Thirteen percent had started buying menthol cigarettes from other sources (pre-ban intention: 12 percent), more precisely from friends or family who had travelled to countries where menthol cigarettes were still legal or from online retailers shipping from other countries.
Interestingly, when unprompted, only 43 percent of respondents considered menthol cigarettes to be illegal in the post-ban surveys. While 10 percent were unsure of the legal status of menthol products, 27 percent still believed them to be legal or to be banned in the future (20 percent).
Harm Reduction Instead of Prohibition
Interestingly, the EU menthol ban appears to have nudged smokers a bit toward less hazardous forms of nicotine consumption. Of the 18 percent of respondents who said they had switched to other menthol products not affected by the ban, the majority chose RRPs. On average, 57 percent of respondents said they had switched to e-cigarettes, with the highest percentages being observed in Poland (67 percent) and the U.K. (57 percent), two markets with high vaping prevalence. Overall, 12 percent of switchers indicated they had switched to nicotine-replacement therapy products.

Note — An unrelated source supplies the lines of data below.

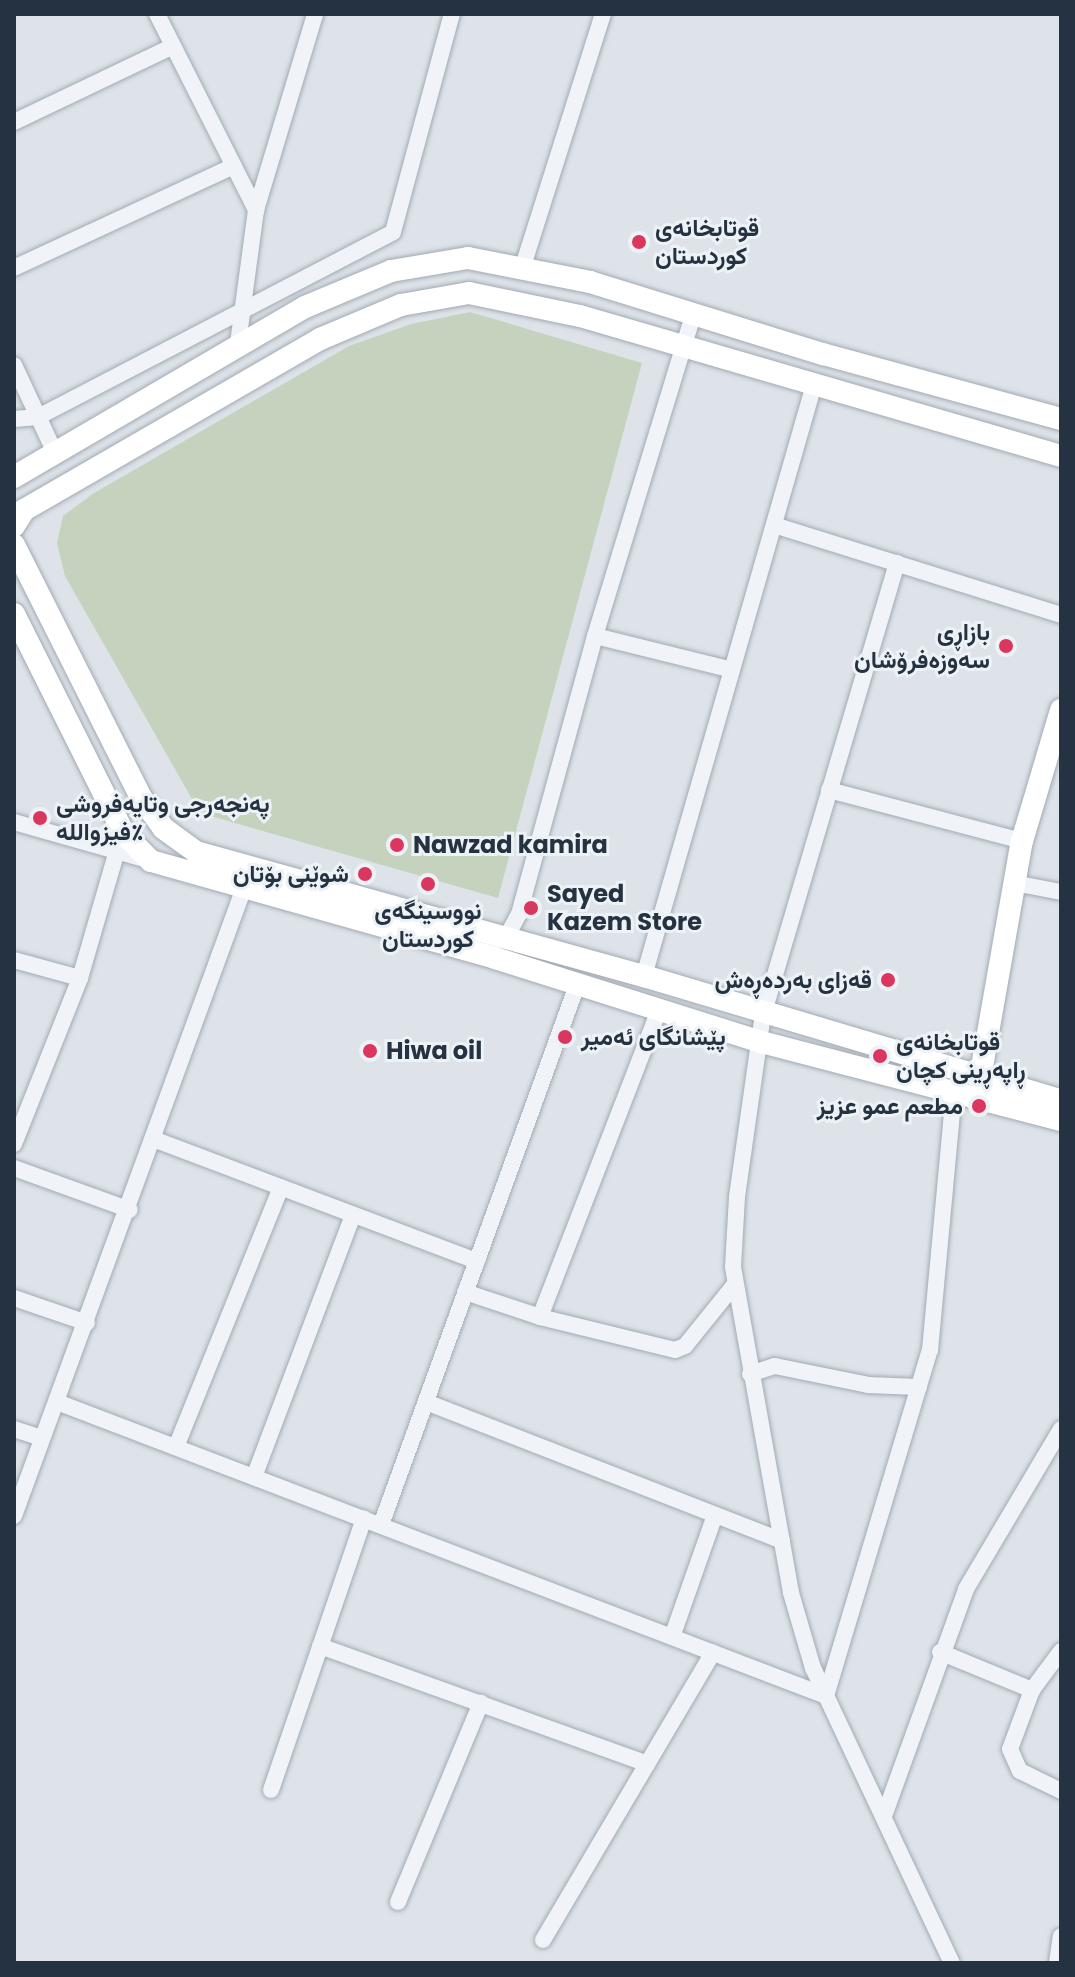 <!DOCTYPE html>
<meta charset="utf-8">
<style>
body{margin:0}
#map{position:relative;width:1075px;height:1977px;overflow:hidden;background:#dde3e9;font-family:Poppins,Vazirmatn,sans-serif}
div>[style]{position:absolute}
.green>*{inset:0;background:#c5d3be}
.roads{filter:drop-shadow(0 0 2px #a2aab3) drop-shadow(0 0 2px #a2aab3)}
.minor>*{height:16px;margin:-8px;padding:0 8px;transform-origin:8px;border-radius:8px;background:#f0f3f7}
.major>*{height:22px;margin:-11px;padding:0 11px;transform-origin:11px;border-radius:11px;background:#fff}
.dots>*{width:22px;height:22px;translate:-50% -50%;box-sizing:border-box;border:4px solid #edf2f6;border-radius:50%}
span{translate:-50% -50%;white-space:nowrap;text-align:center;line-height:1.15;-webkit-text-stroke:6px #edf2f6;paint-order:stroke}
.poi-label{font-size:24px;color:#253241;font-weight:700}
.left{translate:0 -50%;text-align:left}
.right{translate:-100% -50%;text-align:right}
.frame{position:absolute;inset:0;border:16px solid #253241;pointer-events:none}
</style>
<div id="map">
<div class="green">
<div style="clip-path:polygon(470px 312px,642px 363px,498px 898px,200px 813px,65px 576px,57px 543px,63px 516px,94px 493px,349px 346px,411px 324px)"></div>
</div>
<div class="roads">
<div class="minor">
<div style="left:157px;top:14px;width:220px;rotate:63.2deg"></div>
<div style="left:256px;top:210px;width:134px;rotate:97.7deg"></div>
<div style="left:14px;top:122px;width:176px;rotate:-25.5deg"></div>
<div style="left:256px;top:210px;width:205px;rotate:-73.2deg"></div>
<div style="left:523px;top:266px;width:264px;rotate:-72.4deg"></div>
<div style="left:14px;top:268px;width:242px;rotate:-24.9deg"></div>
<div style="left:14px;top:365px;width:99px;rotate:65deg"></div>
<div style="left:14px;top:419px;width:24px;rotate:-5deg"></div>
<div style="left:38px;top:417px;width:400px;rotate:-27.5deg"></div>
<div style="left:393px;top:232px;width:226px;rotate:-74.9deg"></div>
<div style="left:774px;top:525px;width:301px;rotate:17.4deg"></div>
<div style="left:897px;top:563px;width:470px;rotate:106.5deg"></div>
<div style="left:763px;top:1014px;width:185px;rotate:98.1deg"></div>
<div style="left:737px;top:1197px;width:70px;rotate:93.3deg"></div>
<div style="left:733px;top:1267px;width:331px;rotate:79.9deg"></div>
<div style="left:791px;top:1593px;width:78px;rotate:73.7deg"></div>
<div style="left:813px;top:1668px;width:326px;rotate:64.8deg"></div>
<div style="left:595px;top:636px;width:141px;rotate:13.9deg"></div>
<div style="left:829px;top:790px;width:200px;rotate:14.8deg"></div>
<div style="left:14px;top:822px;width:142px;rotate:15.9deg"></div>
<div style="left:1014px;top:883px;width:48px;rotate:10.8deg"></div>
<div style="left:506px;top:938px;width:27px;rotate:-62deg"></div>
<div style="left:519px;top:914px;width:288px;rotate:-74.7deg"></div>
<div style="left:595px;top:636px;width:336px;rotate:-73deg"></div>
<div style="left:14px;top:960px;width:68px;rotate:15.3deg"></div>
<div style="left:644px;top:976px;width:612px;rotate:-73.96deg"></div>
<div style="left:156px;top:1140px;width:343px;rotate:20.7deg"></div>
<div style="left:14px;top:1144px;width:179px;rotate:-68.3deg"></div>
<div style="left:80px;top:978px;width:129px;rotate:-73.8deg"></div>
<div style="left:14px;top:1168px;width:123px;rotate:19.9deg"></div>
<div style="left:465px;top:1292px;width:79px;rotate:18.4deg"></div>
<div style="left:540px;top:1317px;width:139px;rotate:13.7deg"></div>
<div style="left:675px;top:1350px;width:11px;rotate:-22deg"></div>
<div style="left:685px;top:1346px;width:80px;rotate:-51.1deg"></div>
<div style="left:14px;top:1298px;width:77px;rotate:18.9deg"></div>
<div style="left:540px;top:1317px;width:327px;rotate:-68.8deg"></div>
<div style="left:750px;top:1374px;width:26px;rotate:-18deg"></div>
<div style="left:775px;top:1366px;width:95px;rotate:11.5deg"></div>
<div style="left:868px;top:1385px;width:51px;rotate:2.2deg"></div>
<div style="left:57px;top:1402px;width:823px;rotate:20.92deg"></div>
<div style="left:826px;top:1696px;width:361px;rotate:-73.3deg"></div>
<div style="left:930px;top:1350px;width:259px;rotate:-84.7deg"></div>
<div style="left:426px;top:1402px;width:382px;rotate:21.3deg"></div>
<div style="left:14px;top:1429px;width:29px;rotate:18deg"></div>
<div style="left:176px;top:1447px;width:280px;rotate:-68deg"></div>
<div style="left:254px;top:1477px;width:280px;rotate:-69.3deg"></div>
<div style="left:14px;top:1516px;width:669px;rotate:-69.89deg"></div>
<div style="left:381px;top:1525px;width:574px;rotate:-70.05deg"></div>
<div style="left:672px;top:1637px;width:129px;rotate:-70.6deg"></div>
<div style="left:320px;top:1646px;width:348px;rotate:19.8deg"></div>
<div style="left:1061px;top:1651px;width:49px;rotate:126.6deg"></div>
<div style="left:1032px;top:1690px;width:63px;rotate:110.4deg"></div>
<div style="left:1010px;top:1749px;width:24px;rotate:66deg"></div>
<div style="left:1020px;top:1771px;width:46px;rotate:26deg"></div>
<div style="left:940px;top:1652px;width:100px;rotate:22.4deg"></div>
<div style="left:271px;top:1790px;width:287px;rotate:-71.1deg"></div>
<div style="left:884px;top:1816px;width:241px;rotate:-70.1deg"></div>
<div style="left:966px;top:1589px;width:186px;rotate:-59.3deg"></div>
<div style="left:398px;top:1902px;width:216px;rotate:-67.4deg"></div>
<div style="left:543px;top:1940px;width:334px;rotate:-59.4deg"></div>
<div style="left:1057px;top:1963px;width:27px;rotate:-82deg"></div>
</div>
<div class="major">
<div style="left:14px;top:477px;width:337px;rotate:-30.3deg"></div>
<div style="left:305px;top:307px;width:93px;rotate:-22.7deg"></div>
<div style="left:391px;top:271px;width:78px;rotate:-9.6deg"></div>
<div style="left:468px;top:258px;width:124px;rotate:11.1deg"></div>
<div style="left:590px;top:282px;width:244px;rotate:17.2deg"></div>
<div style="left:823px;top:354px;width:247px;rotate:15.3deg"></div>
<div style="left:14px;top:526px;width:19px;rotate:-58deg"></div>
<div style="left:24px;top:510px;width:342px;rotate:-30deg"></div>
<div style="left:320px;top:339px;width:88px;rotate:-22.8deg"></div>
<div style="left:401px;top:305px;width:69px;rotate:-10deg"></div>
<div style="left:469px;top:293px;width:113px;rotate:11.7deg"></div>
<div style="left:580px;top:316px;width:501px;rotate:16.23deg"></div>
<div style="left:14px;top:545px;width:281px;rotate:63.3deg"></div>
<div style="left:140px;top:796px;width:39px;rotate:54deg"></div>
<div style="left:163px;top:828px;width:41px;rotate:36deg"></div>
<div style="left:196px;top:852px;width:465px;rotate:15.5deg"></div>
<div style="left:644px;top:976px;width:435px;rotate:16.6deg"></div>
<div style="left:14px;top:614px;width:246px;rotate:63.4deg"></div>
<div style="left:124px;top:834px;width:38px;rotate:45deg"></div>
<div style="left:151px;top:861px;width:357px;rotate:15.7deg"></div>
<div style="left:495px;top:958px;width:279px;rotate:17.5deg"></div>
<div style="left:761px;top:1042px;width:310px;rotate:14.6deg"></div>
<div style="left:980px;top:1078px;width:241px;rotate:-80deg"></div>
<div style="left:1022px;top:841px;width:137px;rotate:-73.4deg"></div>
</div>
</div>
<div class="dots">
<div style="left:639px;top:242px;background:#db365e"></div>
<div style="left:1006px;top:646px;background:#db365e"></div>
<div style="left:40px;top:818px;background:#db365e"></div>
<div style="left:397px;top:845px;background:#db365e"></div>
<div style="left:365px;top:874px;background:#db365e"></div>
<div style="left:428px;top:884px;background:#db365e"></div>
<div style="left:531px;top:908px;background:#db365e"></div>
<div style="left:888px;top:980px;background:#db365e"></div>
<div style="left:565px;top:1037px;background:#db365e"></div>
<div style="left:370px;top:1051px;background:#db365e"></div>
<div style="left:880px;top:1056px;background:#db365e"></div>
<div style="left:979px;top:1106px;background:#db365e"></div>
</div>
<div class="poi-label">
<span class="left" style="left:655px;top:242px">قوتابخانەی<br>کوردستان</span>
<span class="right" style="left:990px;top:646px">بازاڕی<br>سەوزەفرۆشان</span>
<span class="left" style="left:56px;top:818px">پەنجەرجی وتایەفروشی<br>فیزواللە٪</span>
<span class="left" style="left:413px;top:845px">Nawzad kamira</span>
<span class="right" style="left:349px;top:874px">شوێنی بۆتان</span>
<span class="left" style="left:547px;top:908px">Sayed<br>Kazem Store</span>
<span style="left:428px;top:925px">نووسینگەی<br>کوردستان</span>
<span class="right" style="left:872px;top:980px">قەزای بەردەڕەش</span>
<span class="left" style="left:581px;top:1037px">پێشانگای ئەمیر</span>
<span class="left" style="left:896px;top:1056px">قوتابخانەی<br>ڕاپەڕینی کچان</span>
<span class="left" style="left:386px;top:1051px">Hiwa oil</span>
<span class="right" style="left:963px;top:1106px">مطعم عمو عزيز</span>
</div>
<div class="frame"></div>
</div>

It’s a development Stier would like to see in the United States, which has yet to fully embrace the concept of tobacco harm reduction by promoting products such as e-cigarettes and snus as safer alternatives to combustible cigarettes. “Instead of going back to prohibition that will bring about unintended consequences, we should encourage smokers, as they do in the U.K., to quit smoking and switch to lower risk vape products. The FDA is sitting on applications to authorize these e-cigarettes now. Instead of banning products the African American community smokes, it should undo the misperceptions surrounding RRPs, offer better alternatives and be truthful about the risks,” he says.